RE: ISO vs Unicode UTF-8 (was RE: UTF-8 signature in web and email)

From: Carl W. Brown (
Date: Tue May 29 2001 - 18:02:28 EDT


UTF-8s is essentially a way to ignore surrogate processing. It allows a
company to encode UTF-16 with UCS-2 logic.

The problem is that by not implementing surrogate support you can introduce
subtle errors. For example it is common to break buffers apart into
segments.

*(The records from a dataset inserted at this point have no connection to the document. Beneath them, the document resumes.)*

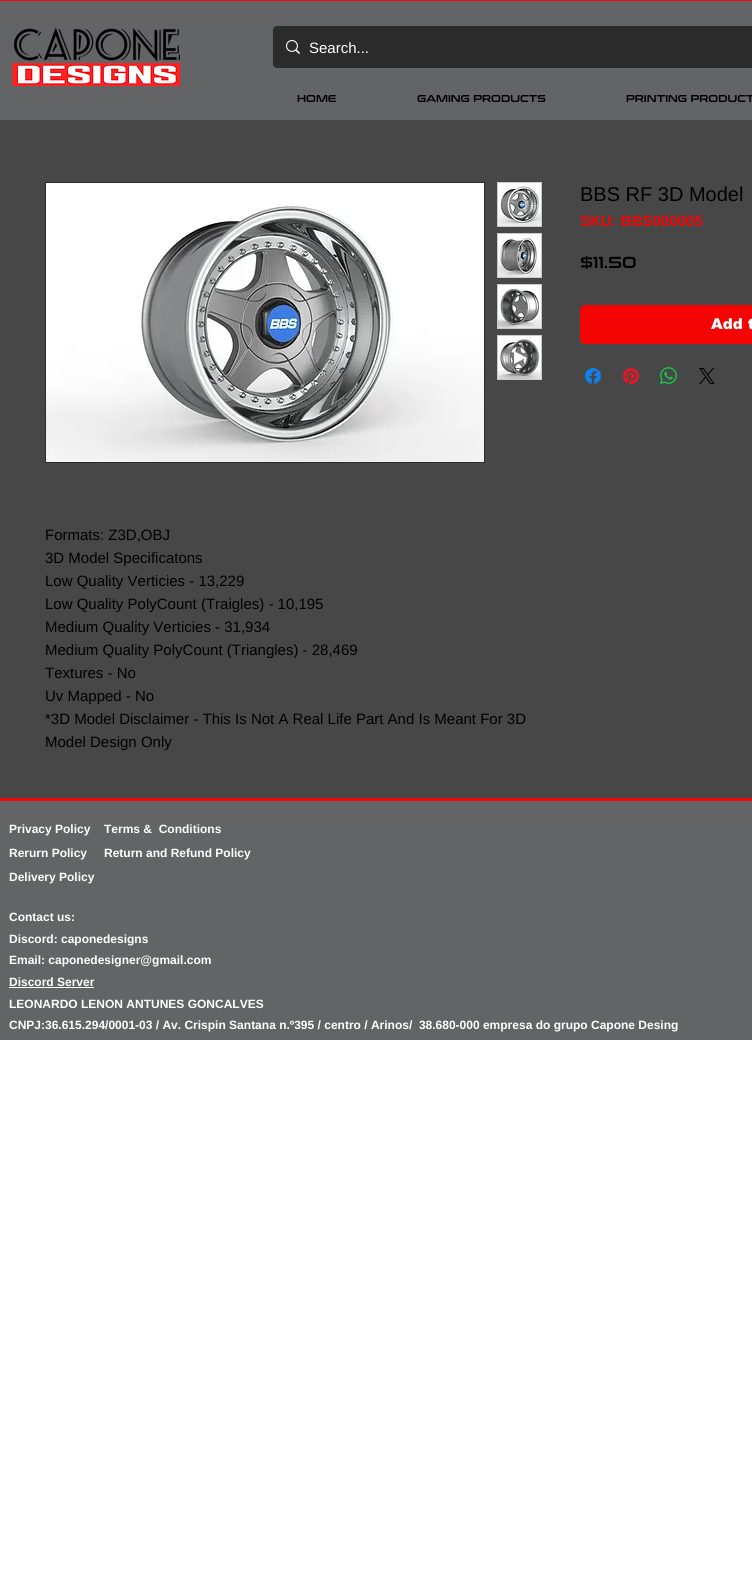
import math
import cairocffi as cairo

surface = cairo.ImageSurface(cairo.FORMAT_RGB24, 752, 1574)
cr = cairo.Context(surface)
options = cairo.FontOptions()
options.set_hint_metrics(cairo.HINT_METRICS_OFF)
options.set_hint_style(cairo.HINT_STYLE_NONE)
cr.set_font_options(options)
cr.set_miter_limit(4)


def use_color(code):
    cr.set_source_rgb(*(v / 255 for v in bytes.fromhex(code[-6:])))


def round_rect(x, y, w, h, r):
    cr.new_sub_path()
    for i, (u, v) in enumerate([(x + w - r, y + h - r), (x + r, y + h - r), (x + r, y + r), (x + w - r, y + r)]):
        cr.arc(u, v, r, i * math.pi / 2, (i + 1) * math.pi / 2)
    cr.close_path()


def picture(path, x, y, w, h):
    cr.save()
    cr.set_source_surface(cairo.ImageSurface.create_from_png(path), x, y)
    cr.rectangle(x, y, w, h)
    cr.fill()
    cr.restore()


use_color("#ffffff")
cr.paint()
use_color("#f50404")
cr.rectangle(0, 0, 752, 1)
cr.fill()
use_color("#636466")
cr.rectangle(0, 1, 752, 119)
cr.fill()
picture("img1.png", 12, 28, 169, 59)
use_color("#2b2b2b")
round_rect(273, 26, 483, 42, 4)
cr.fill()
picture("img2.png", 286, 40, 14, 14)
cr.select_font_face("Liberation Sans")
cr.set_font_size(15)
use_color("#ffffff")
cr.move_to(309, 53)
cr.show_text("Search...")
cr.select_font_face("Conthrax")
cr.set_font_size(10)
use_color("#000000")
cr.move_to(297, 102)
cr.show_text("HOME")
cr.move_to(417, 102)
cr.show_text("GAMING PRODUCTS")
cr.move_to(626, 102)
cr.show_text("PRINTING PRODUCT")
use_color("#474747")
cr.rectangle(0, 120, 752, 678)
cr.fill()
cr.select_font_face("Liberation Sans")
cr.set_font_size(20)
use_color("#000000")
cr.move_to(580, 201)
cr.show_text("BBS RF 3D Model")
cr.select_font_face("Liberation Sans", cairo.FONT_SLANT_NORMAL, cairo.FONT_WEIGHT_BOLD)
cr.set_font_size(15)
use_color("#f50404")
cr.move_to(580, 226)
cr.show_text("SKU: BBS000005")
cr.select_font_face("Conthrax")
cr.set_font_size(16)
use_color("#000000")
cr.move_to(580, 268)
cr.show_text("$11.50")
use_color("#f50404")
round_rect(580, 305, 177, 39, 5)
cr.fill()
cr.select_font_face("arial Black")
cr.set_font_size(15)
use_color("#ffffff")
cr.move_to(711, 329)
cr.show_text("Add t")
picture("img3.png", 585, 368, 16, 16)
picture("img4.png", 623, 368, 16, 16)
picture("img5.png", 660, 367, 17, 17)
picture("img6.png", 699, 368, 16, 16)
cr.rectangle(45.5, 182.5, 439, 280)
use_color("#2b2b2b")
cr.set_line_width(1)
cr.stroke()
picture("img7.png", 46, 183, 438, 279)
use_color("#cacaca")
cr.rectangle(497, 182, 45, 45)
cr.fill()
picture("img8.png", 498, 183, 43, 43)
cr.rectangle(497, 233, 45, 45)
cr.fill()
picture("img9.png", 498, 234, 43, 43)
cr.rectangle(497, 284, 45, 45)
cr.fill()
picture("img10.png", 498, 285, 43, 43)
cr.rectangle(497, 335, 45, 45)
cr.fill()
picture("img11.png", 498, 336, 43, 43)
use_color("#ffffff")
cr.new_path()
cr.move_to(514, 351)
cr.line_to(514, 364)
cr.line_to(526, 357.5)
cr.close_path()
cr.fill()
cr.select_font_face("Liberation Sans")
use_color("#000000")
cr.move_to(45, 540)
cr.show_text("Formats: Z3D,OBJ")
cr.move_to(45, 563)
cr.show_text("3D Model Specificatons")
cr.move_to(45, 586)
cr.show_text("Low Quality Verticies - 13,229")
cr.move_to(45, 609)
cr.show_text("Low Quality PolyCount (Traigles) - 10,195")
cr.move_to(45, 632)
cr.show_text("Medium Quality Verticies - 31,934")
cr.move_to(45, 655)
cr.show_text("Medium Quality PolyCount (Triangles) - 28,469")
cr.move_to(45, 678)
cr.show_text("Textures - No")
cr.move_to(45, 701)
cr.show_text("Uv Mapped - No")
cr.move_to(45, 724)
cr.show_text("*3D Model Disclaimer - This Is Not A Real Life Part And Is Meant For 3D")
cr.move_to(45, 747)
cr.show_text("Model Design Only")
use_color("#f50404")
cr.rectangle(0, 798, 752, 3)
cr.fill()
use_color("#636466")
cr.rectangle(0, 801, 752, 239)
cr.fill()
cr.select_font_face("Liberation Sans", cairo.FONT_SLANT_NORMAL, cairo.FONT_WEIGHT_BOLD)
cr.set_font_size(12)
use_color("#ffffff")
cr.move_to(9, 833)
cr.show_text("Privacy Policy")
cr.move_to(104, 833)
cr.show_text("Terms &  Conditions")
cr.move_to(9, 857)
cr.show_text("Rerurn Policy")
cr.move_to(104, 857)
cr.show_text("Return and Refund Policy")
cr.move_to(9, 881)
cr.show_text("Delivery Policy")
cr.move_to(9, 921)
cr.show_text("Contact us:")
cr.move_to(9, 943)
cr.show_text("Discord: caponedesigns")
cr.move_to(9, 964)
cr.show_text("Email: caponedesigner@gmail.com")
cr.move_to(9, 986)
cr.show_text("Discord Server")
cr.rectangle(9, 987, 85, 1)
cr.fill()
cr.move_to(9, 1008)
cr.show_text("LEONARDO LENON ANTUNES GONCALVES")
cr.move_to(9, 1029)
cr.show_text("CNPJ:36.615.294/0001-03 / Av. Crispin Santana n.º395 / centro / Arinos/  38.680-000 empresa do grupo Capone Desing")
surface.write_to_png("result.png")
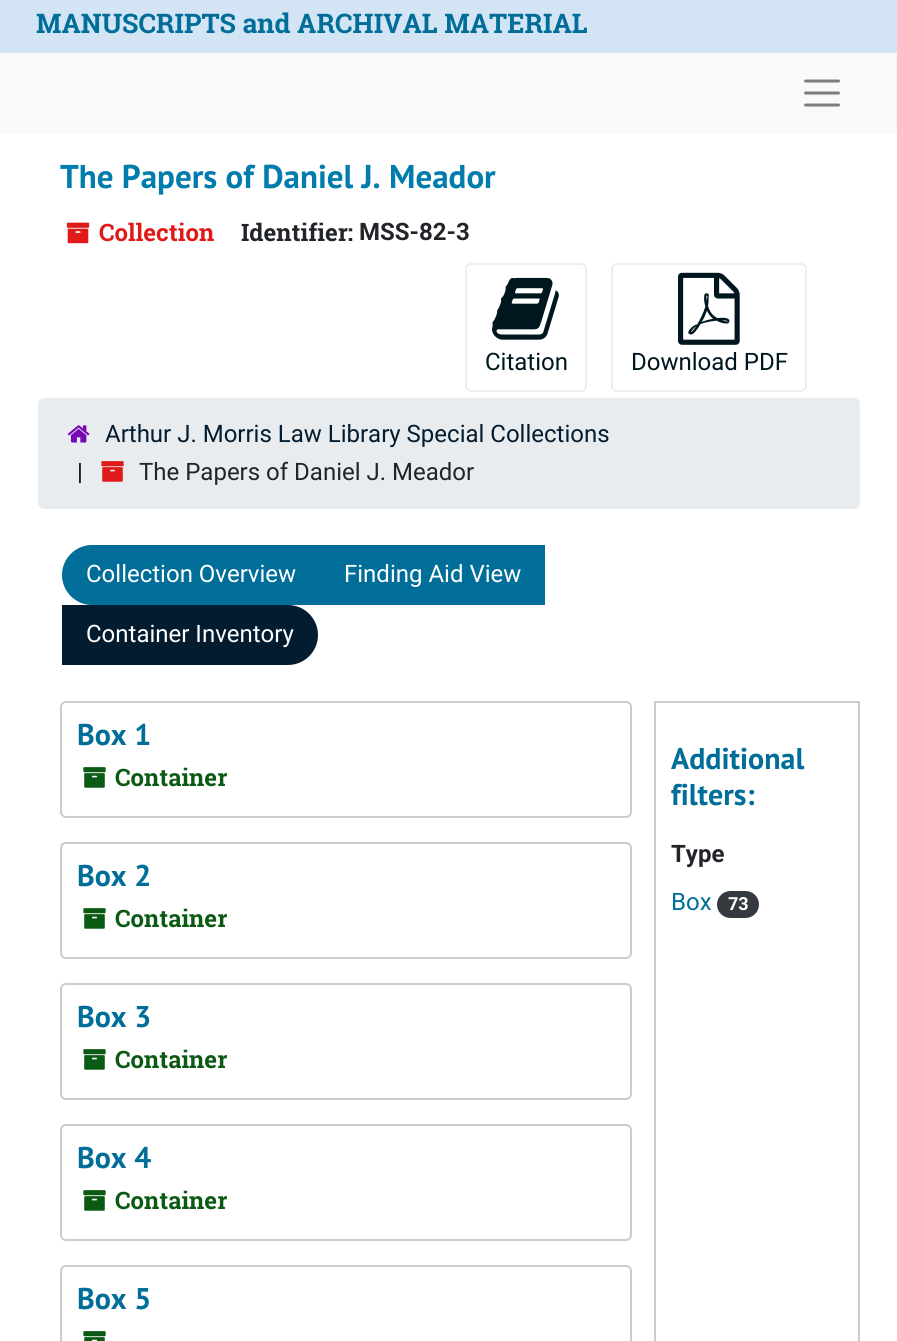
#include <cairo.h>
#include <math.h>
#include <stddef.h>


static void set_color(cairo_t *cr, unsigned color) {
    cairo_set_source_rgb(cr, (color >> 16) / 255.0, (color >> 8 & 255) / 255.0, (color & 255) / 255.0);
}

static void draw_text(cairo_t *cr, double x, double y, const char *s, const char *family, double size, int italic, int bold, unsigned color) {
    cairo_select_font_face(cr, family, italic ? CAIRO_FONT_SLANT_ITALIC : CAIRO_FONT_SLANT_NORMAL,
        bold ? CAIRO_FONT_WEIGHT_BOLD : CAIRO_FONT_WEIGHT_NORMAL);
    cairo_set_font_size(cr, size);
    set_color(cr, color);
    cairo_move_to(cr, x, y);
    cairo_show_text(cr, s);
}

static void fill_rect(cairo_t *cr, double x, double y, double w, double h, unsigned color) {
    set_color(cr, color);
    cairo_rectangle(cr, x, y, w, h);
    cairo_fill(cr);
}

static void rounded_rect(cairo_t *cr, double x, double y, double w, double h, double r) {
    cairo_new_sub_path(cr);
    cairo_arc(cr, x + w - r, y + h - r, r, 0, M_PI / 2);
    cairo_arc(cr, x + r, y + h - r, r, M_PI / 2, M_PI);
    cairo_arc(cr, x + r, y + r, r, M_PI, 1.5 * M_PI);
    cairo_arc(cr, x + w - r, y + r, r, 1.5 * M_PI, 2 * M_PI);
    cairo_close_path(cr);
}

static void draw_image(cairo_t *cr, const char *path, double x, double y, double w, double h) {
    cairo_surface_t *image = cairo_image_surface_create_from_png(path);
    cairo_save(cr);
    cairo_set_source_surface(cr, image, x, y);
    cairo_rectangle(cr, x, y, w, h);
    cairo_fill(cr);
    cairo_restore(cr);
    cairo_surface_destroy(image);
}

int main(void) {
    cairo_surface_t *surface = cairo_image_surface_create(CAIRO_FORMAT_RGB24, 897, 1341);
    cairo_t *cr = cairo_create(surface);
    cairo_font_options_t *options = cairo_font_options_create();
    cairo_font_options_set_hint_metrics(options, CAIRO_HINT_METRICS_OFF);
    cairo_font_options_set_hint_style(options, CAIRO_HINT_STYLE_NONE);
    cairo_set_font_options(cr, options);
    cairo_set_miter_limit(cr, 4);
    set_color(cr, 0xFFFFFF);
    cairo_paint(cr);
    fill_rect(cr, 0, 0, 897, 53, 0xD3E5F5);
    draw_text(cr, 36, 33, "MANUSCRIPTS and ARCHIVAL MATERIAL", "Roboto Slab", 27, 0, 1, 0x006E99);
    fill_rect(cr, 0, 53, 897, 81, 0xF8F9FA);
    cairo_new_path(cr);
    cairo_move_to(cr, 805.5, 81);
    cairo_line_to(cr, 838.5, 81);
    cairo_move_to(cr, 805.5, 93);
    cairo_line_to(cr, 838.5, 93);
    cairo_move_to(cr, 805.5, 105);
    cairo_line_to(cr, 838.5, 105);
    set_color(cr, 0x7C7D7D);
    cairo_set_line_width(cr, 3);
    cairo_set_line_cap(cr, CAIRO_LINE_CAP_ROUND);
    cairo_stroke(cr);
    draw_text(cr, 60, 188, "The Papers of Daniel J. Meador", "PT Sans", 33, 0, 1, 0x007CAD);
    draw_image(cr, "assets/img1.png", 66, 222, 24, 22);
    draw_text(cr, 99, 241, "Collection", "Roboto Slab", 24, 0, 1, 0xE01919);
    draw_text(cr, 241, 241, "Identifier:", "Roboto Slab", 24, 0, 1, 0x212529);
    draw_text(cr, 359, 240, "MSS-82-3", "Roboto", 24, 0, 1, 0x212529);
    rounded_rect(cr, 466, 264, 120, 127, 5);
    set_color(cr, 0xEEEEEE);
    cairo_set_line_width(cr, 2);
    cairo_set_line_cap(cr, CAIRO_LINE_CAP_BUTT);
    cairo_stroke(cr);
    draw_image(cr, "assets/img2.png", 492, 277, 67, 63);
    draw_text(cr, 485, 370, "Citation", "Roboto", 24, 0, 0, 0x00171F);
    rounded_rect(cr, 612, 264, 194, 127, 5);
    set_color(cr, 0xEEEEEE);
    cairo_stroke(cr);
    draw_image(cr, "assets/img3.png", 678, 272, 62, 73);
    draw_text(cr, 631, 370, "Download PDF", "Roboto", 24, 0, 0, 0x00171F);
    set_color(cr, 0xE9ECEF);
    rounded_rect(cr, 38, 398, 822, 111, 6);
    cairo_fill(cr);
    draw_image(cr, "assets/img4.png", 67, 425, 23, 18);
    draw_text(cr, 105, 442, "Arthur J. Morris Law Library Special Collections", "Roboto", 24, 0, 0, 0x041C2F);
    draw_text(cr, 77, 480, "|", "Roboto", 24, 0, 0, 0x00171F);
    draw_image(cr, "assets/img5.png", 101, 461, 23, 21);
    draw_text(cr, 139, 480, "The Papers of Daniel J. Meador", "Roboto", 24, 0, 0, 0x212529);
    set_color(cr, 0x006E99);
    cairo_new_path(cr);
    cairo_move_to(cr, 92, 545);
    cairo_line_to(cr, 320, 545);
    cairo_line_to(cr, 320, 605);
    cairo_line_to(cr, 92, 605);
    cairo_curve_to(cr, 75.5, 605, 62, 591.5, 62, 575);
    cairo_curve_to(cr, 62, 558.5, 75.5, 545, 92, 545);
    cairo_close_path(cr);
    cairo_fill(cr);
    draw_text(cr, 86, 582, "Collection Overview", "Roboto", 24, 0, 0, 0xFFFFFF);
    fill_rect(cr, 320, 545, 225, 60, 0x006E99);
    draw_text(cr, 344, 582, "Finding Aid View", "Roboto", 24, 0, 0, 0xFFFFFF);
    set_color(cr, 0x041C2F);
    cairo_new_path(cr);
    cairo_move_to(cr, 62, 605);
    cairo_line_to(cr, 288, 605);
    cairo_curve_to(cr, 304.5, 605, 318, 618.5, 318, 635);
    cairo_curve_to(cr, 318, 651.5, 304.5, 665, 288, 665);
    cairo_line_to(cr, 62, 665);
    cairo_close_path(cr);
    cairo_fill(cr);
    draw_text(cr, 86, 642, "Container Inventory", "Roboto", 24, 0, 0, 0xFFFFFF);
    rounded_rect(cr, 61, 702, 570, 115, 5);
    set_color(cr, 0xCCCCCC);
    cairo_stroke(cr);
    draw_text(cr, 77, 745, "Box 1", "PT Sans", 30, 0, 1, 0x006E99);
    draw_image(cr, "assets/img6.png", 83, 767, 23, 21);
    draw_text(cr, 115, 786, "Container", "Roboto Slab", 24, 0, 1, 0x0B5A14);
    rounded_rect(cr, 61, 843, 570, 115, 5);
    set_color(cr, 0xCCCCCC);
    cairo_stroke(cr);
    draw_text(cr, 77, 886, "Box 2", "PT Sans", 30, 0, 1, 0x006E99);
    draw_image(cr, "assets/img6.png", 83, 908, 23, 21);
    draw_text(cr, 115, 927, "Container", "Roboto Slab", 24, 0, 1, 0x0B5A14);
    rounded_rect(cr, 61, 984, 570, 115, 5);
    set_color(cr, 0xCCCCCC);
    cairo_stroke(cr);
    draw_text(cr, 77, 1027, "Box 3", "PT Sans", 30, 0, 1, 0x006E99);
    draw_image(cr, "assets/img6.png", 83, 1049, 23, 21);
    draw_text(cr, 115, 1068, "Container", "Roboto Slab", 24, 0, 1, 0x0B5A14);
    rounded_rect(cr, 61, 1125, 570, 115, 5);
    set_color(cr, 0xCCCCCC);
    cairo_stroke(cr);
    draw_text(cr, 77, 1168, "Box 4", "PT Sans", 30, 0, 1, 0x006E99);
    draw_image(cr, "assets/img6.png", 83, 1190, 23, 21);
    draw_text(cr, 115, 1209, "Container", "Roboto Slab", 24, 0, 1, 0x0B5A14);
    rounded_rect(cr, 61, 1266, 570, 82, 5);
    set_color(cr, 0xCCCCCC);
    cairo_stroke(cr);
    draw_text(cr, 77, 1309, "Box 5", "PT Sans", 30, 0, 1, 0x006E99);
    draw_image(cr, "assets/img7.png", 83, 1331, 23, 10);
    cairo_rectangle(cr, 655, 702, 204, 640);
    set_color(cr, 0xCCCCCC);
    cairo_stroke(cr);
    draw_text(cr, 671, 769, "Additional", "PT Sans", 30, 0, 1, 0x006E99);
    draw_text(cr, 671, 805, "filters:", "PT Sans", 30, 0, 1, 0x006E99);
    draw_text(cr, 671, 862, "Type", "Roboto", 24, 0, 1, 0x212529);
    draw_text(cr, 671, 910, "Box", "Roboto", 24, 0, 0, 0x006E99);
    set_color(cr, 0x343A40);
    rounded_rect(cr, 717, 891, 42, 27, 13.5);
    cairo_fill(cr);
    draw_text(cr, 728, 910, "73", "Roboto", 18, 0, 1, 0xFFFFFF);
    cairo_surface_write_to_png(surface, "output.png");
    cairo_font_options_destroy(options);
    cairo_destroy(cr);
    cairo_surface_destroy(surface);
    return 0;
}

These segments may be reconcatinated but they may be processed

For example if you break a buffer apart and translate each segment to a code
page what happens when you break a non-plane 0 character into two UTF-8s
encoded surrogates and break the buffer segment between the two surrogates.
You buffer will contain an incomplete character.

The applications will find intermittent translations failures that may be
very hard to isolate.

The code to insure that the two UTF-8s surrogate characters stay together
could be more than it takes to process UTF-16. It is certainly harder to
Q.A. such software.


-----Original Message-----
From: []On
Behalf Of Kenneth Whistler
Sent: Tuesday, May 29, 2001 11:18 AM
Subject: Re: ISO vs Unicode UTF-8 (was RE: UTF-8 signature in web and

Doug wrote:

> UTF-8 and UTF-32 should absolutely not be similarly hacked to maintain
> sort of bizarre "compatibility" with the binary sorting order of UTF-16.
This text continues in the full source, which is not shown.